All across the world, cancerous offspring of Wahhabism have sprouted. First came Al-Qaeda, then various Taliban organizations and movements in both Afghanistan and Pakistan, whose military aided and abetted the creation of terrorist organizations to use against India, and provides a haven for the Taliban, policies that in recent years have come back to bite them. (Frankenstein's monster slipping out of the control of the creator.)

In the Philippines there is Abu Sayyef, founded by a veteran of the U.S.-Saudi-Pakistai anti-Soviet crusade in Afghanistan instigated by Carter and Zbigniew Brzezinski and vigorously pursued by the Reagan regime in the 1980s.

Another of the numerous Sunni jihadist organizations is Jemaah Islamiyah, which also operates in the Philippines, and in Malaysia, Thailand, and Singapore.

Indonesia, the major country in that region, is also the site of Islamist terrorist activities, such as the Bali nightclub bombings of 2002 that targeted Australian and other tourists and killed 202 people. (A lot fewer than the approximately one million Indonesians murdered in the CIA-inspired anti-communist military pogrom of 1965.) Members of Jemaah Islamiyah were convicted in the bombings.

In Nigeria, Boko Haram has wreaked havoc. (The brutality of the various Nigerian military regimes led directly to radicalizing Boko Haram.)

In Libya there is a war on against ISIS by Libyans fighting back.

In Bangladesh, the regime's tolerance of Islamofascists murdering bloggers, writers, and secularists by hacking them to death with machetes has suddenly come with a price tag, as Islamofascists just attacked foreigners in a restaurant. This is not only scaring off tourists, but is causing foreign clothing companies to consider taking their production business out of the country to saver slave-wage states.
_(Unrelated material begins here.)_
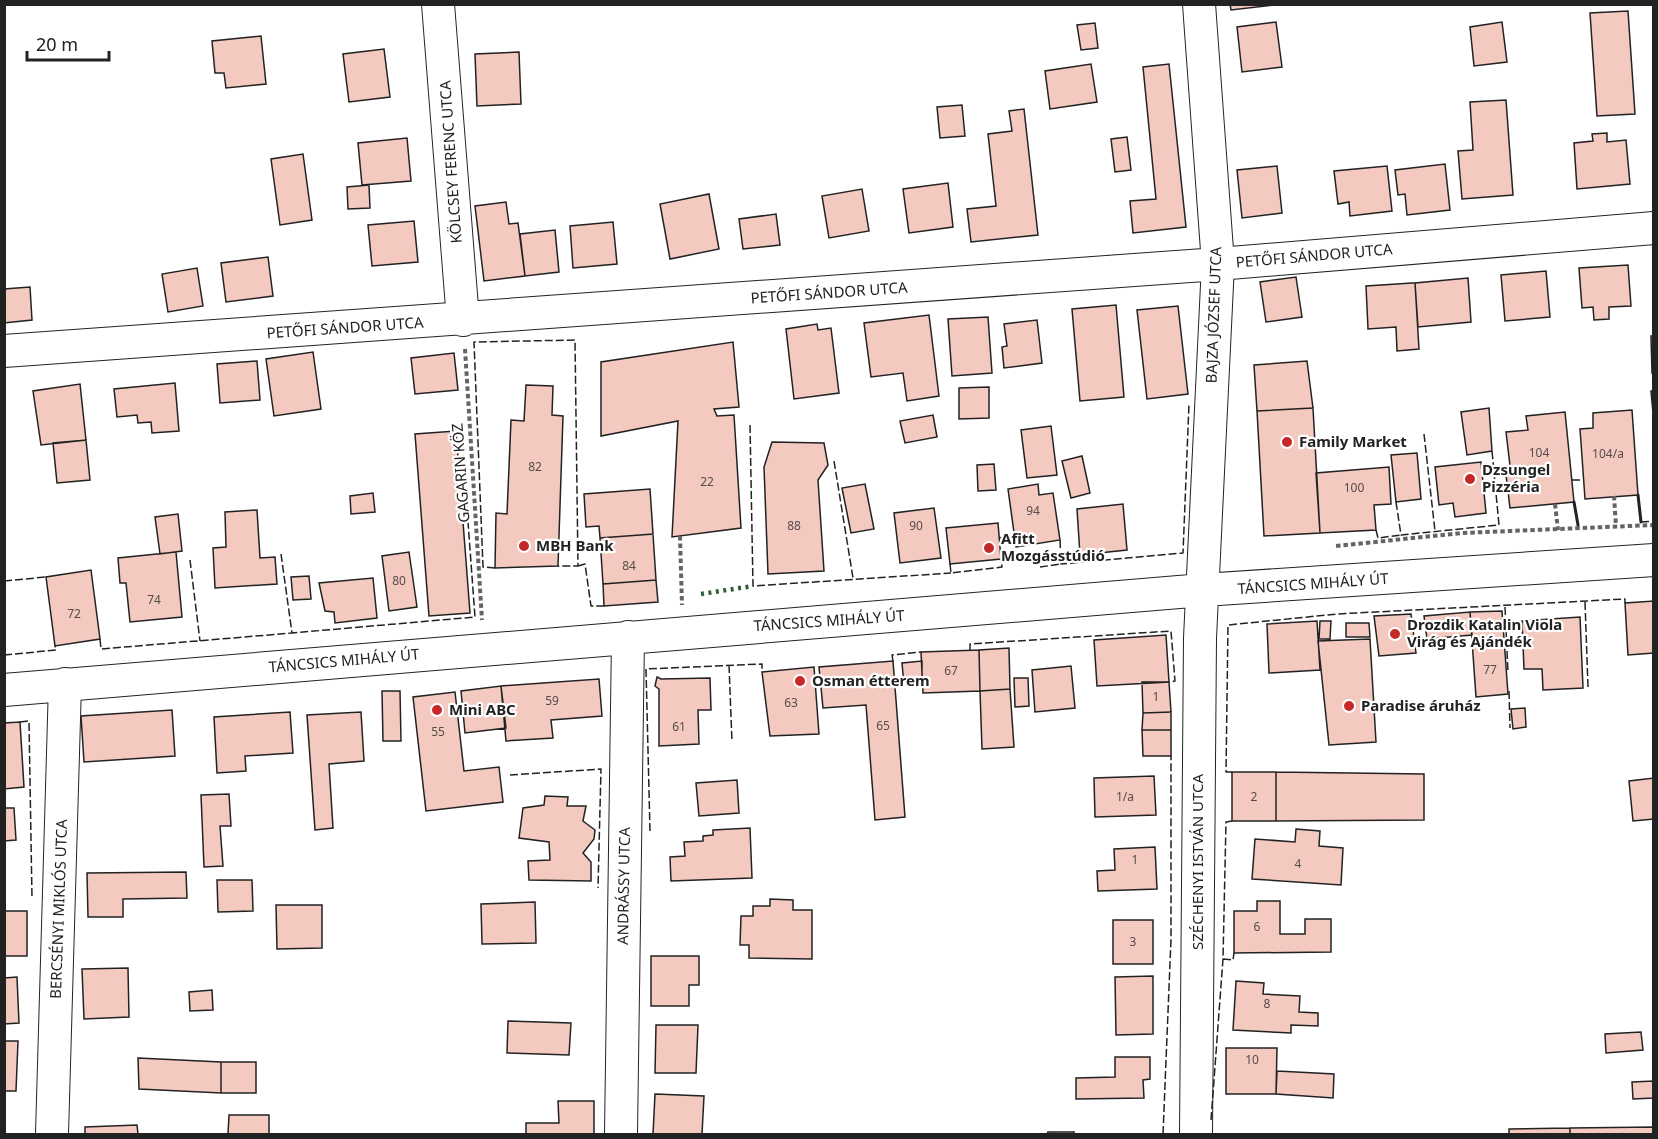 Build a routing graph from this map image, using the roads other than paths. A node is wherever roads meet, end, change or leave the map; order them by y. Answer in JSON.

Other attacks in just the last few days include a truck bombing in Baghdad that slaughtered over 200 people so far, and the first attack in Malaysia credited to ISIS, a grenade lobbed at a club that wounded 8 people. [1]

Egypt's tourism industry has been devastated by Islamofascist attacks there, including the destruction of two airliners in flight so far, first a Russian one, then an Egyptian.

In Turkey, the most recent bombing there, in the Istanbul airport by armed suicide bombers, is being blamed on ISIS, even though ISIS hasn't boasted its responsibility, which they usually do. (NPR and other media have been claiming the attack "has the hallmarks of ISIS" or even "all the hallmarks of ISIS." No it doesn't. Which doesn't mean ISIS didn't do it, of course.)

So while ISIS is being systematically squeezed geographically in Iraq, where it declared its "caliphate," and is being fought by the Kurds in both Syria and Iraq, fanatics inspired by it have been undertaking attacks on civilians around the world.

We can expect this situation to last for years. Which is great news for the U.S. political elites of both parties, and the secret police/military combine. That combine sought and deliberately created a never-ending "war on terrorism" in order to gain huge increases in both funds and powers. They initiated this operation, with malice aforethought, by arranging to allow al-Qaeda operatives to hijack planes on September 11, 2001. In order to create "another Pearl Harbor," in the words of one of the seminal planning documents for this criminal enterprise, agents of the U.S. deep state planted demolition charges in three steel structures at the World Trade Center and detonated them on that day, as has been proven beyond doubt by Architects and Engineers for 911 Truth, an organization of 2,000 experts.

Thus the program to Create a More Perfect Police State continues, under both Democratic and Republican regimes.

1]  "Toll climbs to more than 200 in Islamic State’s worst-ever bomb attack on civilians," Washington Post, July 4, 2016.  "Islamic State launches first successful attack in Malaysia," CNN, July 4, 2016.

Suicide bomber goes up in cloud of smoke in Medina, presumably ascending to paradise and his reward of an orgy with waiting virgins.